MOSTRA VISIONARIA #2 con le opere di Mauro di Silvestre, Luca Padroni, Julia Rebecca Poulain e Alessandro Saturno.

Sabato 4 novembre 2023, ore 18 KAIROS acs Contemporary Art , Via Giulia 8, Roma. La mostra Visionaria #2 sarà visibile fino al 7 gennaio 2024, dal lunedì al sabato dalle 14 alle 19.

Dopo la mostra VISIONARIA #1, inaugurata lo scorso maggio con le opere di noti  artisti emersi negli anni ’80 come Stefano di Stasio, Andrea Fogli, Paola Gandolfi e Felice Levini, con VISIONARIA #2 l’attenzione si sposta su artisti di uno o due decenni più giovani, ma il cui lavoro è impregnato come quello di coloro che li hanno preceduti da una dimensione visionaria capace di trasfigurare le dimensioni spaziali e temporali della realtà. Come per primo fece nel ‘900 un artista come de Chirico, e poi altri (per restare in Italia), come Sironi, Melotti, Licini, o il Futurismo…

Dove sei?

Questa sembra essere la domanda che è all’origine delle opere in mostra VISIONARIA #2.

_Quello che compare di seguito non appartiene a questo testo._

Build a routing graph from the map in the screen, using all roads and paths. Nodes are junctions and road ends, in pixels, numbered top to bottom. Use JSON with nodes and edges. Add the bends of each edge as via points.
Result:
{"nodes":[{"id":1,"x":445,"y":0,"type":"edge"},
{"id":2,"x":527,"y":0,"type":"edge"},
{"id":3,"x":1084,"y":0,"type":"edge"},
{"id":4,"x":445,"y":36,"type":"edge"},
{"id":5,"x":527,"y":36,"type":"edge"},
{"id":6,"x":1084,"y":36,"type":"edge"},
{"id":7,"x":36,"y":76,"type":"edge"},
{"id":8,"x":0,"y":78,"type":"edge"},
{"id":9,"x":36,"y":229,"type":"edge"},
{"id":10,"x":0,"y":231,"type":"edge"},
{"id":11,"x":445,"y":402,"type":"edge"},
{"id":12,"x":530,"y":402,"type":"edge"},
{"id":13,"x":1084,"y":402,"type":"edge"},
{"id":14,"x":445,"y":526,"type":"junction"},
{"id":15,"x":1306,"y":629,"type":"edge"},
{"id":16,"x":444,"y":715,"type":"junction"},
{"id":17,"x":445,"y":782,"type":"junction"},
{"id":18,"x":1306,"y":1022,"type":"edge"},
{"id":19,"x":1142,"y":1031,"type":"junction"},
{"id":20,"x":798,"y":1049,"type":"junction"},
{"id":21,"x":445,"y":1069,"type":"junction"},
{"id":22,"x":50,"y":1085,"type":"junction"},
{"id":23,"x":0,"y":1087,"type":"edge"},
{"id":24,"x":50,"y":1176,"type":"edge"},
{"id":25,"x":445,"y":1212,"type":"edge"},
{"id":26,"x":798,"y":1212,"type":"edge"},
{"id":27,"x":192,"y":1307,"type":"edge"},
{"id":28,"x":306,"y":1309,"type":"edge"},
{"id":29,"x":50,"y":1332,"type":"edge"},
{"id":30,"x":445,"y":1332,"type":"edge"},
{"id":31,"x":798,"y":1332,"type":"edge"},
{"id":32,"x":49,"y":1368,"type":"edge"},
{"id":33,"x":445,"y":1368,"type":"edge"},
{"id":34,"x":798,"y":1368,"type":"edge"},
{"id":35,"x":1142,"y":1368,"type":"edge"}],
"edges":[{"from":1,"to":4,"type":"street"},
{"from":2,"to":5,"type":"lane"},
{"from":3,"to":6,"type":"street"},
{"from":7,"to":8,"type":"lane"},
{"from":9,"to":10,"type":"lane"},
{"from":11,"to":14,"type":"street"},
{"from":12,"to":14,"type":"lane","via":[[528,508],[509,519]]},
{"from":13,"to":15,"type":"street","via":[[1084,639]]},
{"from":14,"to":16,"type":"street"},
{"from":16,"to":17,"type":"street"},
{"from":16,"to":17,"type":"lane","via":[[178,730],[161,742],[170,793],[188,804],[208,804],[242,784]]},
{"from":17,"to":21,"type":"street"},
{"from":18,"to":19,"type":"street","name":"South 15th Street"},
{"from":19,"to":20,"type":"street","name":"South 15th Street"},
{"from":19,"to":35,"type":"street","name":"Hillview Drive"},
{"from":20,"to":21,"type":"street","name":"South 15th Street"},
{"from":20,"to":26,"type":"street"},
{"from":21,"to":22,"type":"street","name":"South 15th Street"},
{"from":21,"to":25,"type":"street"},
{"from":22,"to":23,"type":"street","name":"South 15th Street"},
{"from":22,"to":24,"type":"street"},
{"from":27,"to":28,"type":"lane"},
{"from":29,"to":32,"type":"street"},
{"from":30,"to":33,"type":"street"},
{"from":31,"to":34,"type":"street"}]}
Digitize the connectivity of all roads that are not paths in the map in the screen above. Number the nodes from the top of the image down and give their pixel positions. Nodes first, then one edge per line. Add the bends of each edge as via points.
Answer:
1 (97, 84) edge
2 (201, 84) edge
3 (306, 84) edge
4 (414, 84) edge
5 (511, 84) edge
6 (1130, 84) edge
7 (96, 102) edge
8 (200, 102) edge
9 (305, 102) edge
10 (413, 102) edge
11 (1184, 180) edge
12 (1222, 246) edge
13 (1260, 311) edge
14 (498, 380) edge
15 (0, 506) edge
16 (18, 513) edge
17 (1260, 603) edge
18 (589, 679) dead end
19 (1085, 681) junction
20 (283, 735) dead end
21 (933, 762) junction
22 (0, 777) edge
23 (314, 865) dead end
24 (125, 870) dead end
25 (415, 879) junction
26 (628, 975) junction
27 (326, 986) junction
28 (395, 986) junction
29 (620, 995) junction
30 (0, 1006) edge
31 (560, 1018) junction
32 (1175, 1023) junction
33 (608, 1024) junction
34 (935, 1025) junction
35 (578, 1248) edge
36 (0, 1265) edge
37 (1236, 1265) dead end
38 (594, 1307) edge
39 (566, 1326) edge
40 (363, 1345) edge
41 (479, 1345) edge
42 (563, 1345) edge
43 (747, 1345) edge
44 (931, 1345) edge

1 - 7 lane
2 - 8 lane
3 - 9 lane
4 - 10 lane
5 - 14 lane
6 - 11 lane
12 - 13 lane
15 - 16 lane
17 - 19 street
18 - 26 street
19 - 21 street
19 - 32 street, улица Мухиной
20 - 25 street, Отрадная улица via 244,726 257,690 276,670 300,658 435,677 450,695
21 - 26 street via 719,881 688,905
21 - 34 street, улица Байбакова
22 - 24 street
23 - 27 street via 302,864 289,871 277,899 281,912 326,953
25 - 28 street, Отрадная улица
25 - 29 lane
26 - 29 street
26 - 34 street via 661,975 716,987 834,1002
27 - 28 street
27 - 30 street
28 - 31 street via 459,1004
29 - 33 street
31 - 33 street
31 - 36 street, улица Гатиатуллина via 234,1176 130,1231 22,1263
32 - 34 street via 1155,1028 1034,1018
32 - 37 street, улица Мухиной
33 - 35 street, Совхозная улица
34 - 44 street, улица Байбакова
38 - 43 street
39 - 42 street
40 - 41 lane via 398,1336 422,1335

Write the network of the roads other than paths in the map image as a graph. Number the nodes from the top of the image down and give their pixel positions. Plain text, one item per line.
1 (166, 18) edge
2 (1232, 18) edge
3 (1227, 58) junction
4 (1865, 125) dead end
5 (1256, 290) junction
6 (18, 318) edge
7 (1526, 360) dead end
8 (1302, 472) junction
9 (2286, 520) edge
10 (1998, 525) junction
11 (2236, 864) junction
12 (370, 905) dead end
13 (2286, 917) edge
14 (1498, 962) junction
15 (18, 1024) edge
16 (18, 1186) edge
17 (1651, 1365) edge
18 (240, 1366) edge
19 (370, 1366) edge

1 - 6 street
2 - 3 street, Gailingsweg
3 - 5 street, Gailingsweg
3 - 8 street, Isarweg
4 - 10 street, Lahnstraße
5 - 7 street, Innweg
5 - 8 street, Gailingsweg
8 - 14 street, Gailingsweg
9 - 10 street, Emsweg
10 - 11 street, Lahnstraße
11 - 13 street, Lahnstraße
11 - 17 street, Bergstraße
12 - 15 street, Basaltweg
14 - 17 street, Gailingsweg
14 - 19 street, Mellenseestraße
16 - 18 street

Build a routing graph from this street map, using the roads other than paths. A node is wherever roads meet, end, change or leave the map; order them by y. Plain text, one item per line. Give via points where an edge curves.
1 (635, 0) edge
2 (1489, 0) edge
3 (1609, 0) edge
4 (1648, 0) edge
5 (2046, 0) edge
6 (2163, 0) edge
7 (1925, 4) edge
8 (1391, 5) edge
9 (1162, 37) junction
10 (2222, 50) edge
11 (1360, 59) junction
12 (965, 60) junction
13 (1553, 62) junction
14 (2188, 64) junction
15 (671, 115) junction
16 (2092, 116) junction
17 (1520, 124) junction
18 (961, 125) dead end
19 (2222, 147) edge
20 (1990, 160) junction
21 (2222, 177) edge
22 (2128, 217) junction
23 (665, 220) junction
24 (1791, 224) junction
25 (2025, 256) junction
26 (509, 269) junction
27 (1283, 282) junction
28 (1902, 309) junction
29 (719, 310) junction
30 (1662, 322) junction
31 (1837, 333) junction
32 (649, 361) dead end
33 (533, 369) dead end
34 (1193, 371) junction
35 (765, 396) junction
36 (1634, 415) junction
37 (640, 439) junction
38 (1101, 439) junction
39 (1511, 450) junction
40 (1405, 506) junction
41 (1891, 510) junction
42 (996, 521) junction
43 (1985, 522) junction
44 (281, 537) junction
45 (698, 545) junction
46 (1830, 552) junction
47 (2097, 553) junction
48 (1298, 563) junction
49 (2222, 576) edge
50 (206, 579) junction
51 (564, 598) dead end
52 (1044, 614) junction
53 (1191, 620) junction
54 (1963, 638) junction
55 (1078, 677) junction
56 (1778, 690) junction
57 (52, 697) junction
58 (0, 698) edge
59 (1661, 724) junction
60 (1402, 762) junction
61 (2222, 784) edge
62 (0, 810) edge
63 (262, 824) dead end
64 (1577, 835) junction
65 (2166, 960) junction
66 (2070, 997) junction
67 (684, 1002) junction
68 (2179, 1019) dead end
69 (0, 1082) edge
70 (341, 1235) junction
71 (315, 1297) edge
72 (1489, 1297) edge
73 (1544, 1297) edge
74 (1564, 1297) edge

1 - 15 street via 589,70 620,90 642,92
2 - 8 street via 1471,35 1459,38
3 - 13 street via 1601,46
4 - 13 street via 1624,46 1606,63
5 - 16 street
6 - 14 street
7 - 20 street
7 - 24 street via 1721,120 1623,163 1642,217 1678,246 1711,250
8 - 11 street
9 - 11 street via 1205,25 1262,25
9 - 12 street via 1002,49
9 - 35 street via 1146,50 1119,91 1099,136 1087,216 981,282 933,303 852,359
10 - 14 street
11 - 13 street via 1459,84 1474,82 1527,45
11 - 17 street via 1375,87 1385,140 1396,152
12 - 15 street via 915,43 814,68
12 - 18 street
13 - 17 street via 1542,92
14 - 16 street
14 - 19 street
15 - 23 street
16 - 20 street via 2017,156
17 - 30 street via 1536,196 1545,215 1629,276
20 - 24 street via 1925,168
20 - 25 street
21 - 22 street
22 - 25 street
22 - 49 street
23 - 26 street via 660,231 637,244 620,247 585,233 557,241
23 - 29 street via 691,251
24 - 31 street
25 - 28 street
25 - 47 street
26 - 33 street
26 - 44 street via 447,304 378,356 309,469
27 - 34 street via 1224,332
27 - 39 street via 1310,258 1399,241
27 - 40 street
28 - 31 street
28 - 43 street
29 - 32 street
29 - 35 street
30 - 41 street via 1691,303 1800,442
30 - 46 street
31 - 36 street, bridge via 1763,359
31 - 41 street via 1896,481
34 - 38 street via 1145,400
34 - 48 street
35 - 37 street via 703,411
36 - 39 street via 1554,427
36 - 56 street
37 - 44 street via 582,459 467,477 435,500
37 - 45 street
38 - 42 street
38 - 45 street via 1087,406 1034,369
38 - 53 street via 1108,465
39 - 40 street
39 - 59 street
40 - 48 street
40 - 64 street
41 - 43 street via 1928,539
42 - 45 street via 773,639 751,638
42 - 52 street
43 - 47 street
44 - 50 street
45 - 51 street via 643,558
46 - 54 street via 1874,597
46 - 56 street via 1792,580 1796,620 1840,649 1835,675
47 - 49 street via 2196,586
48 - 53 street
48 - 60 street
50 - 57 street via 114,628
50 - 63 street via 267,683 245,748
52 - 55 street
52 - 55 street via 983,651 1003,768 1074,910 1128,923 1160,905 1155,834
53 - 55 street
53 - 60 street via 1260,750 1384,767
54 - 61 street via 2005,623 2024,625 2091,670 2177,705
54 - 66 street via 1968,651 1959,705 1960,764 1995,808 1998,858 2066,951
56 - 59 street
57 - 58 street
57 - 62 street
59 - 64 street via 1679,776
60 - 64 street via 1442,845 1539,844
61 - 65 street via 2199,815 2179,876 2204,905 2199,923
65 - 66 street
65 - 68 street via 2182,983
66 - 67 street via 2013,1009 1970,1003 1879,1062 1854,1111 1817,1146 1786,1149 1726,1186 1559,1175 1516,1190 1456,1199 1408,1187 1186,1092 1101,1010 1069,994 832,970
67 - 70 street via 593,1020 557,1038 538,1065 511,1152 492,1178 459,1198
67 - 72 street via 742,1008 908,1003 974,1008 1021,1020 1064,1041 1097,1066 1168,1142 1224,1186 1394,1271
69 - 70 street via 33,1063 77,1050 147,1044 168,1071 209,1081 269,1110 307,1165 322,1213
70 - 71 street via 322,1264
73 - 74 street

La domanda-appello è tratta dal titolo di una serie di piccoli quadri in cui Luca Padroni ha raffigurato le affascinanti stanze e oggetti della casa di una donna evocandone il silenzio causato dalla separazione dal marito, con il nero del fondo su cui si stagliano minuziosamente gli arredi che ricorda, in negativo, luttuosamente, il fondo oro delle icone. Su questa linea del ricordo e dell’evocazione si muove tutta la mostra.  A partire dai quadri di  Julie Rebecca Poulain che con la serie Les pothographie si ispira a foto di vecchi album familiari facendo affiorare lievemente le immagini  dalla  trama leggera e mobile di una pittura quasi monocroma, non lontana dal sommesso cromatismo di Vuillard e Bonnard. Poi c’è Mauro di Silvestre, anche lui da anni intento a scandagliare le memorie e quello che ci circonda con occhio visionario, sovrapponendo livelli e situazioni, esaltando i colori, come nella grande opera in mostra  in cui l’evanescente figura di una bambina emerge dentro un seggiolino-altalena  che è netto segno grafico su un tessuto fondo psichedelico.

I volti e i paesaggi di Alessandro Saturno non hanno referenze fotografiche ma sono visualizzazioni di immagini interiori, spettri della memoria, trasfigurazioni animiche del visibile. Disarmare lo sguardo, ci ricorda Saturno con il titolo di uno dei volti, è il primo passo per vedere oltre. Il primo passo di una sottile pittura visionaria, come quella presentata con questa mostra.

In fondo alla sala chiude il percorso il gigantesco disegno di una Tigre fatto da Luca Padroni. Lì come evocazione dell’omonima immaginifica poesia blakiana, ma anche come  immagine  della forza dell’inconscio e della veggenza, della  visionarietà.